Godot 101 - Part 4: Instancing Scenes
Wed, Feb 15, 2017This is part 4 of “Godot 101”, taking our bouncing sprite and showing how to quickly create multiple instances of it. If you haven’t already read through the previous parts, please start with Part 1.
About this series
Godot 101 is an introduction to the Godot game engine and how it works. If you’ve never used a game engine before, or if you’re just new to Godot, this is the place to start. If you’re new here, a quick note about this website: we’re called KidsCanCode because we teach programming and game development to kids, but if you’re an adult you’re welcome here, too. We don’t believe in dumbing-down the material for kids, and game development is hard - so it will probably be challenging no matter what your age.
You can watch a video version of this lesson here:
Instancing
Now that we have a nice animated sprite bouncing around the screen, the natural next question is “how do I make a bunch of them?” If we want, say, 10 sprites bouncing around, we don’t want to have to make 10 separate scenes for them.
Your first thought might be to duplicate the sprite node by right-clicking on it and choosing “Duplicate”:
However, this won’t work - you get an error message:
Each scene tree has a root node - the first node you create - and can only have one root node. We could make another sprite as a child of the first one, but that wouldn’t give use what we need - a child node is attached to its parent, inheriting its position, etc. We need to create multiple independent versions of the original sprite.
We’ll start by making a new scene (click on Scene
-> ‘New Scene’) and add a node to it. We’re going to use the simplest node available: Node
. This is a generic node, with no properties of its own. This will be our main scene’s root node, so let’s rename it “main” by clicking on its name and then save it as “main.tscn”.

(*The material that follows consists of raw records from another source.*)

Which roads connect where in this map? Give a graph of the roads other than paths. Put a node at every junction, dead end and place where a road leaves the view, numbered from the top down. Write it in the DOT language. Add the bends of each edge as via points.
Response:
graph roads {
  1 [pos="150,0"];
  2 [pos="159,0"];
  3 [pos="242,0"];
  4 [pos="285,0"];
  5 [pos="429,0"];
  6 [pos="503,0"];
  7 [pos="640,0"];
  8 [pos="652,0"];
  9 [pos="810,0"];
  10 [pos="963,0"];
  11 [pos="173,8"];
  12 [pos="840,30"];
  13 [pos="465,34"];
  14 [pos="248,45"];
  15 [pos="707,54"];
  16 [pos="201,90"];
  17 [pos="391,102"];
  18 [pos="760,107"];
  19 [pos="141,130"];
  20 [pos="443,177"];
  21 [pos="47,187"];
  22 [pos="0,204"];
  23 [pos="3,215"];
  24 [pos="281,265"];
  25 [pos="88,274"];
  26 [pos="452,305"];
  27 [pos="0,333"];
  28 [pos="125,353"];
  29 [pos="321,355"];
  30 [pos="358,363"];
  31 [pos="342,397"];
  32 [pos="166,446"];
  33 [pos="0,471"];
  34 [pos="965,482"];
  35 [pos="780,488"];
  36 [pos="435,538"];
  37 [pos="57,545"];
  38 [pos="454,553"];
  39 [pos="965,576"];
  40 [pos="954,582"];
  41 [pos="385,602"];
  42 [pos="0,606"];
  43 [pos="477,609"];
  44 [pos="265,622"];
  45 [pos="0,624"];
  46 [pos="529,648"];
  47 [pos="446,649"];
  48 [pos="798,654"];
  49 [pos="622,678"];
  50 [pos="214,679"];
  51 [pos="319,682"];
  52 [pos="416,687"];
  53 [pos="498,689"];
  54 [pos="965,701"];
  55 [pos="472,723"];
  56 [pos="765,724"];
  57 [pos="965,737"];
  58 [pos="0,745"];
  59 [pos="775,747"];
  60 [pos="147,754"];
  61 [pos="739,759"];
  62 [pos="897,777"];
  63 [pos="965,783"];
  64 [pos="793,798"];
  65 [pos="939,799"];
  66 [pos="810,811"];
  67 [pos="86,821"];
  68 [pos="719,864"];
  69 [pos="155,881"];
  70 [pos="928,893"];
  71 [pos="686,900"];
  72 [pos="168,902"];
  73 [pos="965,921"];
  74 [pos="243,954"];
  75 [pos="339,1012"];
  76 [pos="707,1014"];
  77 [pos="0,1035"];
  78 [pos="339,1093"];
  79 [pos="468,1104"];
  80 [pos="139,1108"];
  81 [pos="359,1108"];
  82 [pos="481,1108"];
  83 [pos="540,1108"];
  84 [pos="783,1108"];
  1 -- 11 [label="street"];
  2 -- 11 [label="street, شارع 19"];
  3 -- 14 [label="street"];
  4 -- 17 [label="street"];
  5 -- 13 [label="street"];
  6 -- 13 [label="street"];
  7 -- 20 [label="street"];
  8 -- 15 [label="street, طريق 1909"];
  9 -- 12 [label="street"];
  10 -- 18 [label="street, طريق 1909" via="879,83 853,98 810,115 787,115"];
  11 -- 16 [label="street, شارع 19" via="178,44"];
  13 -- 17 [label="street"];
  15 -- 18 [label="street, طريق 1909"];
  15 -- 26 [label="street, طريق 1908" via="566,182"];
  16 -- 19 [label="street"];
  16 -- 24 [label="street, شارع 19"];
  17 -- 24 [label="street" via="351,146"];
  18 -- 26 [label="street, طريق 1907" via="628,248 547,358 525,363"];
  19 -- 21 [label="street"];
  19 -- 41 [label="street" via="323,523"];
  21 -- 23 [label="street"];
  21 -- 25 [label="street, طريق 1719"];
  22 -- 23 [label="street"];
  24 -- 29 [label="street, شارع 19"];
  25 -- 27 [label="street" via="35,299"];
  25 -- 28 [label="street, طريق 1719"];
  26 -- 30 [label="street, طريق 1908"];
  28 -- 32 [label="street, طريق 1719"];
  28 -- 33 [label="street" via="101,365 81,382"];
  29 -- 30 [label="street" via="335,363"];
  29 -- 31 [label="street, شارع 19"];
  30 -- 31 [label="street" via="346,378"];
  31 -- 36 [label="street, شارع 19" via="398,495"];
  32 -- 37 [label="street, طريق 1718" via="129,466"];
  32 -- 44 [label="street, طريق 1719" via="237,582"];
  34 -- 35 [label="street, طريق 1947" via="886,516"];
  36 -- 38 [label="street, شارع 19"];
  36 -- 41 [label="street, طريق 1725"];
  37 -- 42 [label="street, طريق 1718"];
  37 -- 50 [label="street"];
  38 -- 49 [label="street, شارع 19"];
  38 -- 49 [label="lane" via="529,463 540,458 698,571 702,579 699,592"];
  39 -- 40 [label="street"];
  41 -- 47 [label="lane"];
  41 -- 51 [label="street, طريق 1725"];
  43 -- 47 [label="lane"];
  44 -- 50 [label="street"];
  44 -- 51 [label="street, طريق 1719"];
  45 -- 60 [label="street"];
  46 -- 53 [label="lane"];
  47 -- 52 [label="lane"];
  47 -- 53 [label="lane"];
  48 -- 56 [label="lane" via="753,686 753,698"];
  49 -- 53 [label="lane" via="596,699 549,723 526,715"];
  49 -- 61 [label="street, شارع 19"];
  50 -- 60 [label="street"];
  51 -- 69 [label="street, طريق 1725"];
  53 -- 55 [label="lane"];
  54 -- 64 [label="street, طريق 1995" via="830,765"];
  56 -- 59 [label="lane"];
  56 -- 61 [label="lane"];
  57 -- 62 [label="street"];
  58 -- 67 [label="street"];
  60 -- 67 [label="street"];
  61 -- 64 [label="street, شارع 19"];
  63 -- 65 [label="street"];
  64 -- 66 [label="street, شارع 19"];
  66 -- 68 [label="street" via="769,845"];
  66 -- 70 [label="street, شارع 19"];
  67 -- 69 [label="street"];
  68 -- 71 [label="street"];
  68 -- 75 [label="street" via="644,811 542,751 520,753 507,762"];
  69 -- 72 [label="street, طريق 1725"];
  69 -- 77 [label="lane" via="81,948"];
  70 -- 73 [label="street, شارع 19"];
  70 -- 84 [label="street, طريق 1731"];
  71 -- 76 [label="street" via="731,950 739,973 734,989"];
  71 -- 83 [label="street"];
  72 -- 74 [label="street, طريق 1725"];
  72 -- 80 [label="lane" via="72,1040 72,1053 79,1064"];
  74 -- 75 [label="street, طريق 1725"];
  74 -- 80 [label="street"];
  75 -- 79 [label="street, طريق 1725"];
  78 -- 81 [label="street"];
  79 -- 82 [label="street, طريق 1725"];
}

Now click the “Play” button at the top and you’ll see this message:
We need to define what scene will be the one that is launched when the project starts. Click “Select” and choose our new main.tscn. Now let’s add a script to the main node. This will be our code to instance a sprite:
extends Node
onready var sprite = preload("res://Sprite.tscn")
func _ready():
var s = sprite.instance()
add_child(s)
That first line uses the preload
function to load the sprite scene into memory at compile time, so that it’s ready to use. The onready
statement ensures that the object is loaded in time for the _ready()
call.
A note on resource paths:
Notice how we indicated where to load the sprite scene from: “res://Sprite.tscn” All resources in your project will be under a “res://” path (“res” is short for resource). If we were building a complex project with a large number of files, we might choose to put all our scenes into their own folder to help keep things organized. In this case, the resource path might look like this: “res://scenes/Sprite.tscn”
Now hit “Play”, and you will see a sprite bouncing around the screen. To see what’s going on, click the debugger and you can inspect the live scene tree:
The Remote Inspector tab is very useful to see what’s going on in the game - what scene is active, what nodes are active, and what properties they all have. For example, observe what changes is we add a loop to spawn more sprites:
for i in range(10):
var s = sprite.instance()
add_child(s)
Wrapping up
It’s that easy to create instances of scenes you’ve created. In the future, this is how we’ll do things like spawning mobs or bullets - just by instancing them as needed and adding them to the current scene tree. In the next lesson we’ll start looking at some other nodes and how they’re used.